Na esperança de melhorar as relações com a China, o presidente Barack Obama anunciou nesta segunda-feira que os dois países firmaram um acordo para prolongar a validade dos vistos emitidos para um período de até dez anos. Esse foi o primeiro de alguns novos acordos que Estados Unidos e China devem oficializar durante o Encontro para Cooperação Econômica Ásia-Pacífico realizado em Pequim nesta semana.

Estadão Conteúdo

10 Novembro 2014 | 09h07

A medida é válida para os vistos de turismo e negócios que, até então, possuíam validade máxima de um ano. Os documentos estudantis também foram estendidos, para cinco anos. A decisão não altera o tempo máximo em que norte-americanos e chineses poderão passar no território do país estrangeiro em cada viagem, mas desobriga os viajantes a solicitar novos vistos anualmente.

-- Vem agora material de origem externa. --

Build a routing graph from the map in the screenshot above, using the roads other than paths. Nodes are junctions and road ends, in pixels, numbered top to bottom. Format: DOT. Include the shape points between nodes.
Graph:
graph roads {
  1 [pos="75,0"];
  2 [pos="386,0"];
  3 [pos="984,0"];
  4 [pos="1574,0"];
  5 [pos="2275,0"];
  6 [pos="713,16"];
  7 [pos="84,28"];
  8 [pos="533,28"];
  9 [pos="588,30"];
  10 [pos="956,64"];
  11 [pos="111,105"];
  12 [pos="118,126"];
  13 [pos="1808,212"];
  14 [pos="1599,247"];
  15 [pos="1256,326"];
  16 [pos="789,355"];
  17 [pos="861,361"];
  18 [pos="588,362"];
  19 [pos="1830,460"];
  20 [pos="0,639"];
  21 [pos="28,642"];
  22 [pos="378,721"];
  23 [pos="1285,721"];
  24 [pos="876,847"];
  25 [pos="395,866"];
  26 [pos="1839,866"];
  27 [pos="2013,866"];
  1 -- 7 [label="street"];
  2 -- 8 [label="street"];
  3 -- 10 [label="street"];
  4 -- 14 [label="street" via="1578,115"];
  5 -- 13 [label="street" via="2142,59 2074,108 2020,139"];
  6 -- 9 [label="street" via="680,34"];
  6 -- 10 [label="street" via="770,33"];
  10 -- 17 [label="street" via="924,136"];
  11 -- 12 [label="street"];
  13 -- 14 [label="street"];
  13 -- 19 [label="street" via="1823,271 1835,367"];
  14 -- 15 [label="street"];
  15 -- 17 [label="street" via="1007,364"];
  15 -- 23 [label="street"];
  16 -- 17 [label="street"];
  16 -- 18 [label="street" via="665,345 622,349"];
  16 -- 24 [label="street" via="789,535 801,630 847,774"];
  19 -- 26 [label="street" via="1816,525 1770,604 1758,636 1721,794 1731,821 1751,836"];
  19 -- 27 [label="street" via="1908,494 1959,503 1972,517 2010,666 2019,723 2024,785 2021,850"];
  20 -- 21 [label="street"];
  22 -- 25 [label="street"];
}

Apesar do tom amistoso no primeiro dia do evento, sinais indicam para um acirramento da competição econômica que dificulta as relações entre as duas potências. Horas antes do início do encontro, Obama reuniu líderes de outros 11 países participantes, excluindo China, para avançar nas negociações a respeito de um acordo comercial que pode ampliar a influência dos norte-americanos na região.

Os esforços de Obama para intensificar o diálogo econômico na Ásia têm sido elogiados, mas criam atrito com Pequim. Em resposta, a China organizou seu próprio acerto comercial com muitas das nações cortejadas por Washington. Ainda assim, Obama adotou um tom pacificador na abertura do evento.

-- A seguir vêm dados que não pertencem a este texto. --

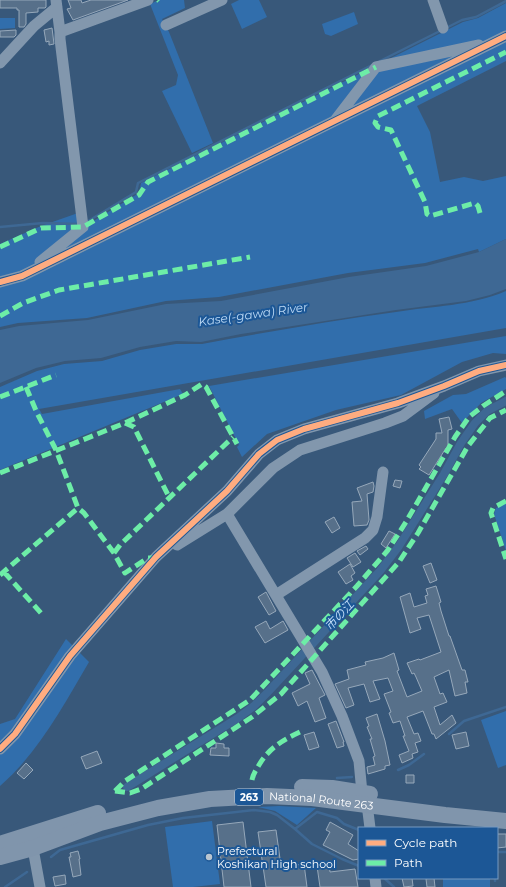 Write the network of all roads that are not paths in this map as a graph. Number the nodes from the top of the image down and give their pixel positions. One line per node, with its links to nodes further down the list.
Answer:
1 (148, 0): 7 (street)
2 (222, 0): 5 (street)
3 (433, 0): 6 (street)
4 (57, 3): 7 (street); 9 (street)
5 (166, 25)
6 (442, 28)
7 (60, 32): 11 (street)
8 (501, 38): 10 (street); 10 (street)
9 (0, 63)
10 (335, 121): 11 (street)
11 (22, 276): 12 (street)
12 (0, 282)
13 (506, 365): 14 (street)
14 (444, 386): 16 (street); 17 (street)
15 (383, 472): 18 (street)
16 (227, 514): 17 (street); 18 (street)
17 (156, 557): 19 (street)
18 (276, 595): 20 (street)
19 (0, 749)
20 (365, 798): 21 (highway, National Route 263 / 263); 22 (highway, National Route 263 / 263); 23 (street); 24 (highway, National Route 263 / 263)
21 (506, 812)
22 (506, 820)
23 (370, 827)
24 (32, 841): 25 (highway, National Route 263 / 263); 26 (highway, National Route 263 / 263); 27 (street)
25 (0, 844)
26 (0, 857)
27 (40, 887) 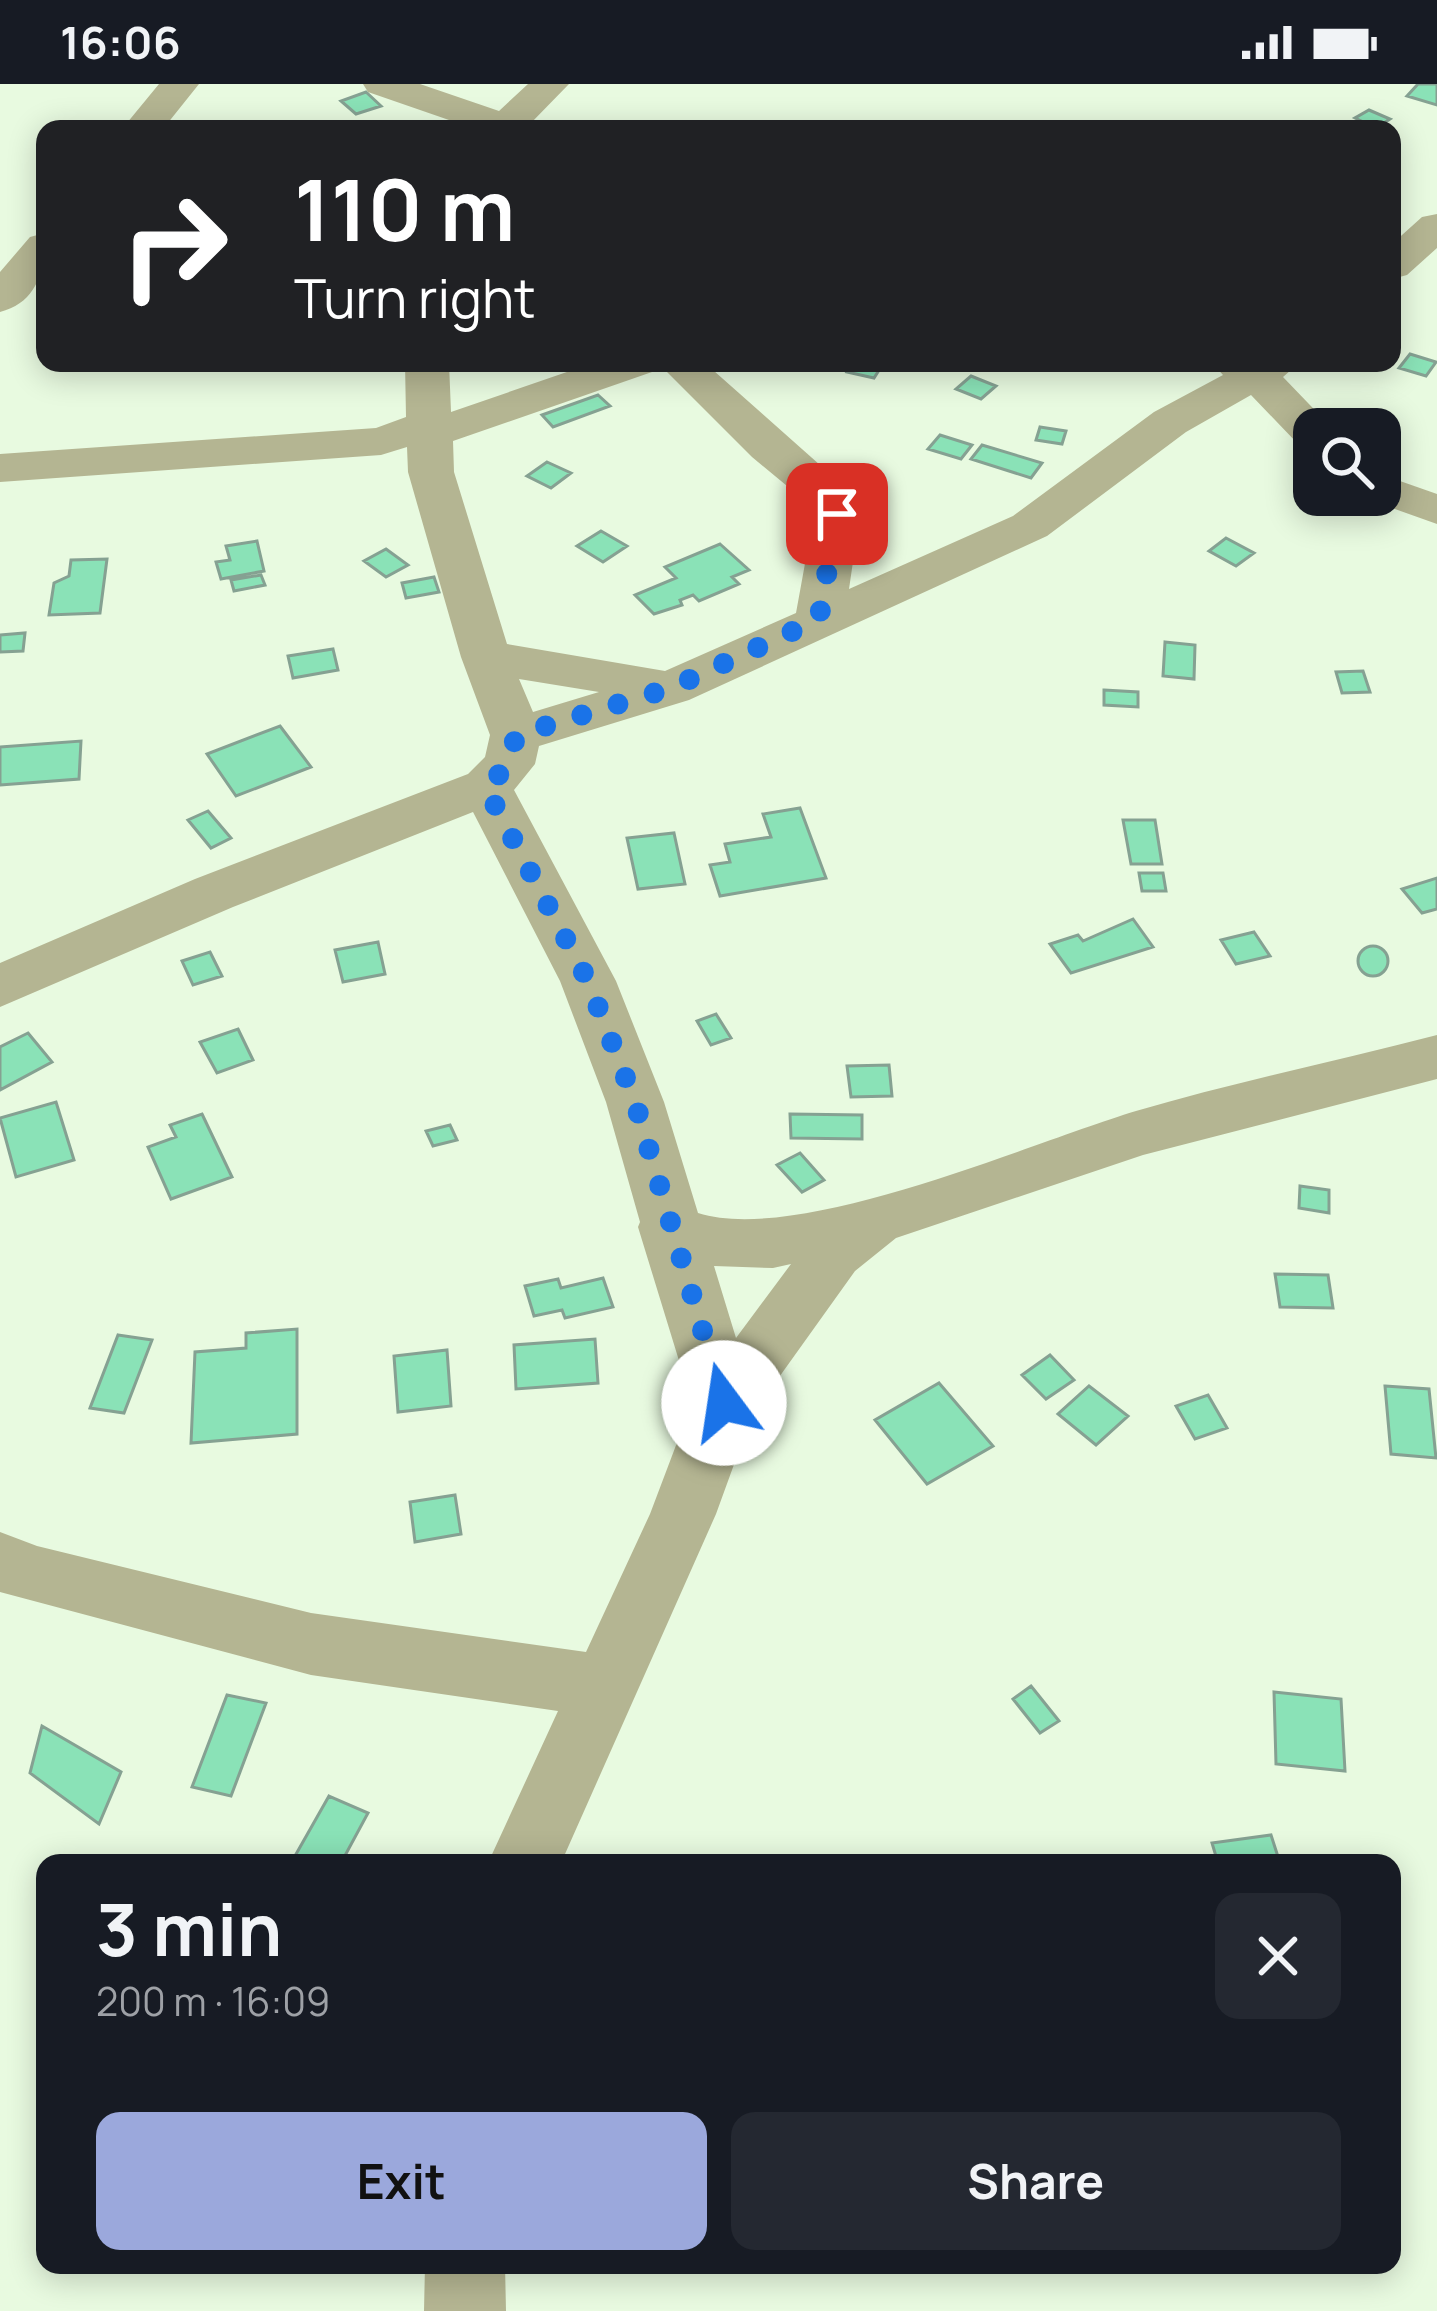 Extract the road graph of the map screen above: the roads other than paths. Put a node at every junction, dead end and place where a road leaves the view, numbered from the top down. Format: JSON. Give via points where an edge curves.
{"nodes":[{"id":1,"x":180,"y":84,"type":"edge"},
{"id":2,"x":382,"y":84,"type":"edge"},
{"id":3,"x":550,"y":84,"type":"edge"},
{"id":4,"x":150,"y":120,"type":"edge"},
{"id":5,"x":483,"y":120,"type":"edge"},
{"id":6,"x":514,"y":120,"type":"edge"},
{"id":7,"x":1437,"y":226,"type":"edge"},
{"id":8,"x":36,"y":257,"type":"edge"},
{"id":9,"x":1401,"y":258,"type":"edge"},
{"id":10,"x":0,"y":299,"type":"edge"},
{"id":11,"x":428,"y":372,"type":"edge"},
{"id":12,"x":613,"y":372,"type":"edge"},
{"id":13,"x":689,"y":372,"type":"edge"},
{"id":14,"x":1248,"y":372,"type":"edge"},
{"id":15,"x":1260,"y":372,"type":"edge"},
{"id":16,"x":1293,"y":410,"type":"edge"},
{"id":17,"x":432,"y":443,"type":"junction"},
{"id":18,"x":0,"y":468,"type":"edge"},
{"id":19,"x":1401,"y":496,"type":"edge"},
{"id":20,"x":1437,"y":510,"type":"edge"},
{"id":21,"x":819,"y":619,"type":"junction"},
{"id":22,"x":486,"y":657,"type":"junction"},
{"id":23,"x":671,"y":688,"type":"junction"},
{"id":24,"x":501,"y":761,"type":"junction"},
{"id":25,"x":0,"y":986,"type":"edge"},
{"id":26,"x":1437,"y":1057,"type":"edge"},
{"id":27,"x":878,"y":1220,"type":"junction"},
{"id":28,"x":668,"y":1227,"type":"junction"},
{"id":29,"x":724,"y":1403,"type":"junction"},
{"id":30,"x":0,"y":1561,"type":"edge"},
{"id":31,"x":604,"y":1685,"type":"junction"},
{"id":32,"x":528,"y":1854,"type":"edge"},
{"id":33,"x":466,"y":2274,"type":"edge"},
{"id":34,"x":465,"y":2311,"type":"edge"}],
"edges":[{"from":1,"to":4,"type":"street"},
{"from":2,"to":5,"type":"street"},
{"from":3,"to":6,"type":"street"},
{"from":7,"to":9,"type":"street"},
{"from":8,"to":10,"type":"street"},
{"from":11,"to":17,"type":"street"},
{"from":12,"to":17,"type":"street"},
{"from":13,"to":21,"type":"street","via":[[831,499],[835,536]]},
{"from":14,"to":21,"type":"street","via":[[1030,526]]},
{"from":15,"to":16,"type":"street"},
{"from":17,"to":18,"type":"street"},
{"from":17,"to":22,"type":"street"},
{"from":19,"to":20,"type":"street"},
{"from":21,"to":23,"type":"street"},
{"from":22,"to":23,"type":"street"},
{"from":22,"to":24,"type":"street"},
{"from":23,"to":24,"type":"street"},
{"from":24,"to":25,"type":"street"},
{"from":24,"to":28,"type":"street","via":[[635,1102]]},
{"from":26,"to":27,"type":"street","via":[[1138,1133]]},
{"from":27,"to":28,"type":"street","via":[[773,1244],[723,1245]]},
{"from":27,"to":29,"type":"street","via":[[832,1254]]},
{"from":28,"to":29,"type":"street"},
{"from":29,"to":31,"type":"street"},
{"from":30,"to":31,"type":"street","via":[[310,1644]]},
{"from":31,"to":32,"type":"street"},
{"from":33,"to":34,"type":"street"}]}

"Queremos que a China vá bem. Nós competimos por negócios, mas também buscamos cooperar num grande espectro de desafios e oportunidades compartilhadas", afirmou o presidente norte-americano. Dentre eles está a preocupação com o aquecimento global, tema que poderá ser alvo de discussão entre os países no encontro.

Com o novo acordo, os Estados Unidos esperam trazer mais viajantes chineses ao país e, com eles, bilhões de dólares para sua economia. A Casa Branca disse que isso poderá elevar a demanda e criar centenas de milhares de empregos sem sacrificar a segurança nacional. Cerca de 100 milhões de chineses viajaram no ano passado, mas menos de 2% deles foram aos Estados Unidos. Fonte: Associated Press.